ACTIVITY
Entries follow. Set all of them down as they stand.

==*==

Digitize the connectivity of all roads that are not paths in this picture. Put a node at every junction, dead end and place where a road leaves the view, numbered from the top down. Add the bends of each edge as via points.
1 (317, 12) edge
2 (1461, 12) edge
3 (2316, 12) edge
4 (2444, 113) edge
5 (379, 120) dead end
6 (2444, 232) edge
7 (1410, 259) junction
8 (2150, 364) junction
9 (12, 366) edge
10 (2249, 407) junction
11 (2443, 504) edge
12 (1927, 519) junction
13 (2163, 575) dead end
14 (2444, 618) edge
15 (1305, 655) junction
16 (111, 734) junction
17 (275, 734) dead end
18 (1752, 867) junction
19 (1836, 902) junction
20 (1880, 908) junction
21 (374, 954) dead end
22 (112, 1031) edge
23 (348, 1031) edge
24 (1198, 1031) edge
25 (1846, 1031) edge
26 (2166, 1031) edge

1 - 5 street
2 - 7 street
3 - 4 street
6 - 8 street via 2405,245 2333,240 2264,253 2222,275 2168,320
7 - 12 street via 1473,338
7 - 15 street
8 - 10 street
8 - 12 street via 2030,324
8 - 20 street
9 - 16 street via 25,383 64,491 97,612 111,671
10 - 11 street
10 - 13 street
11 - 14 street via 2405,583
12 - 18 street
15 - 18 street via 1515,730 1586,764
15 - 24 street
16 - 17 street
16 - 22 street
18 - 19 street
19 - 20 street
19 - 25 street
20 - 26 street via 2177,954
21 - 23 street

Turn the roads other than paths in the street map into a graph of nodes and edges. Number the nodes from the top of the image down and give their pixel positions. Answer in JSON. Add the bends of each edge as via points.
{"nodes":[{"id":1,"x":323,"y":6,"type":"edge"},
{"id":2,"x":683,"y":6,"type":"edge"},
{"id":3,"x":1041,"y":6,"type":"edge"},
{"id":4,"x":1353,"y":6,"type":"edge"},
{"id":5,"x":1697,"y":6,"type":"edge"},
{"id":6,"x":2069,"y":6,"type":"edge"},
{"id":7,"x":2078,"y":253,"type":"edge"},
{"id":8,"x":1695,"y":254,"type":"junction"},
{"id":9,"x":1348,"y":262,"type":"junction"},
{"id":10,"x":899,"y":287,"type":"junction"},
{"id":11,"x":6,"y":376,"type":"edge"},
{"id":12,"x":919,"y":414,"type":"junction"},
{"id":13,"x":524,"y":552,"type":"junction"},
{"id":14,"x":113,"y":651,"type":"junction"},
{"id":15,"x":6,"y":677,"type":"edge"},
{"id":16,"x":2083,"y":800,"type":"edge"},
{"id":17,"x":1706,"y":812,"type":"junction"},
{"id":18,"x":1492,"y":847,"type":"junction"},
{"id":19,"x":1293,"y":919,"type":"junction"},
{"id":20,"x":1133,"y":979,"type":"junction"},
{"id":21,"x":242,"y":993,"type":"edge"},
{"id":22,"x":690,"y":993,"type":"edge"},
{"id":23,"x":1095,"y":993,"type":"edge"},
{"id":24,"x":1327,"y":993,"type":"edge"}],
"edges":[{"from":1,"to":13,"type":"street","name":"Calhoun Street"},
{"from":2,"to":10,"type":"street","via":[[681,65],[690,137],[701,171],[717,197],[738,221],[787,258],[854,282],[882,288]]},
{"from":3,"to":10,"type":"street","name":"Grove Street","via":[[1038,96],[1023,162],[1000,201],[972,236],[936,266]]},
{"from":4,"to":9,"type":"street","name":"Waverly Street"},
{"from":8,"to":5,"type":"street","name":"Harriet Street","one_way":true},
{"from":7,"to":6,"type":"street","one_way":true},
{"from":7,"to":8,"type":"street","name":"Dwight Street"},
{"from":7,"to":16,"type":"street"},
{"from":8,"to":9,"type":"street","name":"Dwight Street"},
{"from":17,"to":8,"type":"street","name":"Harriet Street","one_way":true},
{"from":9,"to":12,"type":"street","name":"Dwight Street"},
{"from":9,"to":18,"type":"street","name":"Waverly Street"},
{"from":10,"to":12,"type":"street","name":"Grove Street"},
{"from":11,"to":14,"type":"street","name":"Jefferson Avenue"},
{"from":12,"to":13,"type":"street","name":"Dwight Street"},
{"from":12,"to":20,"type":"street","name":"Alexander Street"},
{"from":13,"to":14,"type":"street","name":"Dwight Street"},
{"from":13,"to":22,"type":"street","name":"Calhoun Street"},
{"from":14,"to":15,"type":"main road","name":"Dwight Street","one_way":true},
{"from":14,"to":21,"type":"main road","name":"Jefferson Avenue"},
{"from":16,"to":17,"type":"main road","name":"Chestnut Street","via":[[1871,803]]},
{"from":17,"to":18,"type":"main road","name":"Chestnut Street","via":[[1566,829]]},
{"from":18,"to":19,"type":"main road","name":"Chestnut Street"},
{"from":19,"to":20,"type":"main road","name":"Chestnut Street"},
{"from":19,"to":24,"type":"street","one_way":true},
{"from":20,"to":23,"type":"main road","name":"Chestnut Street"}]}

==*==

FINISHED EXERCISE
Digitize the connectivity of all roads that are not paths in this picture. Put a node at every junction, dead end and place where a road leaves the view, numbered from the top down. Add the bends of each edge as via points.
1 (317, 12) edge
2 (1461, 12) edge
3 (2316, 12) edge
4 (2444, 113) edge
5 (379, 120) dead end
6 (2444, 232) edge
7 (1410, 259) junction
8 (2150, 364) junction
9 (12, 366) edge
10 (2249, 407) junction
11 (2443, 504) edge
12 (1927, 519) junction
13 (2163, 575) dead end
14 (2444, 618) edge
15 (1305, 655) junction
16 (111, 734) junction
17 (275, 734) dead end
18 (1752, 867) junction
19 (1836, 902) junction
20 (1880, 908) junction
21 (374, 954) dead end
22 (112, 1031) edge
23 (348, 1031) edge
24 (1198, 1031) edge
25 (1846, 1031) edge
26 (2166, 1031) edge

1 - 5 street
2 - 7 street
3 - 4 street
6 - 8 street via 2405,245 2333,240 2264,253 2222,275 2168,320
7 - 12 street via 1473,338
7 - 15 street
8 - 10 street
8 - 12 street via 2030,324
8 - 20 street
9 - 16 street via 25,383 64,491 97,612 111,671
10 - 11 street
10 - 13 street
11 - 14 street via 2405,583
12 - 18 street
15 - 18 street via 1515,730 1586,764
15 - 24 street
16 - 17 street
16 - 22 street
18 - 19 street
19 - 20 street
19 - 25 street
20 - 26 street via 2177,954
21 - 23 street

Turn the roads other than paths in the street map into a graph of nodes and edges. Number the nodes from the top of the image down and give their pixel positions. Answer in JSON. Add the bends of each edge as via points.
{"nodes":[{"id":1,"x":323,"y":6,"type":"edge"},
{"id":2,"x":683,"y":6,"type":"edge"},
{"id":3,"x":1041,"y":6,"type":"edge"},
{"id":4,"x":1353,"y":6,"type":"edge"},
{"id":5,"x":1697,"y":6,"type":"edge"},
{"id":6,"x":2069,"y":6,"type":"edge"},
{"id":7,"x":2078,"y":253,"type":"edge"},
{"id":8,"x":1695,"y":254,"type":"junction"},
{"id":9,"x":1348,"y":262,"type":"junction"},
{"id":10,"x":899,"y":287,"type":"junction"},
{"id":11,"x":6,"y":376,"type":"edge"},
{"id":12,"x":919,"y":414,"type":"junction"},
{"id":13,"x":524,"y":552,"type":"junction"},
{"id":14,"x":113,"y":651,"type":"junction"},
{"id":15,"x":6,"y":677,"type":"edge"},
{"id":16,"x":2083,"y":800,"type":"edge"},
{"id":17,"x":1706,"y":812,"type":"junction"},
{"id":18,"x":1492,"y":847,"type":"junction"},
{"id":19,"x":1293,"y":919,"type":"junction"},
{"id":20,"x":1133,"y":979,"type":"junction"},
{"id":21,"x":242,"y":993,"type":"edge"},
{"id":22,"x":690,"y":993,"type":"edge"},
{"id":23,"x":1095,"y":993,"type":"edge"},
{"id":24,"x":1327,"y":993,"type":"edge"}],
"edges":[{"from":1,"to":13,"type":"street","name":"Calhoun Street"},
{"from":2,"to":10,"type":"street","via":[[681,65],[690,137],[701,171],[717,197],[738,221],[787,258],[854,282],[882,288]]},
{"from":3,"to":10,"type":"street","name":"Grove Street","via":[[1038,96],[1023,162],[1000,201],[972,236],[936,266]]},
{"from":4,"to":9,"type":"street","name":"Waverly Street"},
{"from":8,"to":5,"type":"street","name":"Harriet Street","one_way":true},
{"from":7,"to":6,"type":"street","one_way":true},
{"from":7,"to":8,"type":"street","name":"Dwight Street"},
{"from":7,"to":16,"type":"street"},
{"from":8,"to":9,"type":"street","name":"Dwight Street"},
{"from":17,"to":8,"type":"street","name":"Harriet Street","one_way":true},
{"from":9,"to":12,"type":"street","name":"Dwight Street"},
{"from":9,"to":18,"type":"street","name":"Waverly Street"},
{"from":10,"to":12,"type":"street","name":"Grove Street"},
{"from":11,"to":14,"type":"street","name":"Jefferson Avenue"},
{"from":12,"to":13,"type":"street","name":"Dwight Street"},
{"from":12,"to":20,"type":"street","name":"Alexander Street"},
{"from":13,"to":14,"type":"street","name":"Dwight Street"},
{"from":13,"to":22,"type":"street","name":"Calhoun Street"},
{"from":14,"to":15,"type":"main road","name":"Dwight Street","one_way":true},
{"from":14,"to":21,"type":"main road","name":"Jefferson Avenue"},
{"from":16,"to":17,"type":"main road","name":"Chestnut Street","via":[[1871,803]]},
{"from":17,"to":18,"type":"main road","name":"Chestnut Street","via":[[1566,829]]},
{"from":18,"to":19,"type":"main road","name":"Chestnut Street"},
{"from":19,"to":20,"type":"main road","name":"Chestnut Street"},
{"from":19,"to":24,"type":"street","one_way":true},
{"from":20,"to":23,"type":"main road","name":"Chestnut Street"}]}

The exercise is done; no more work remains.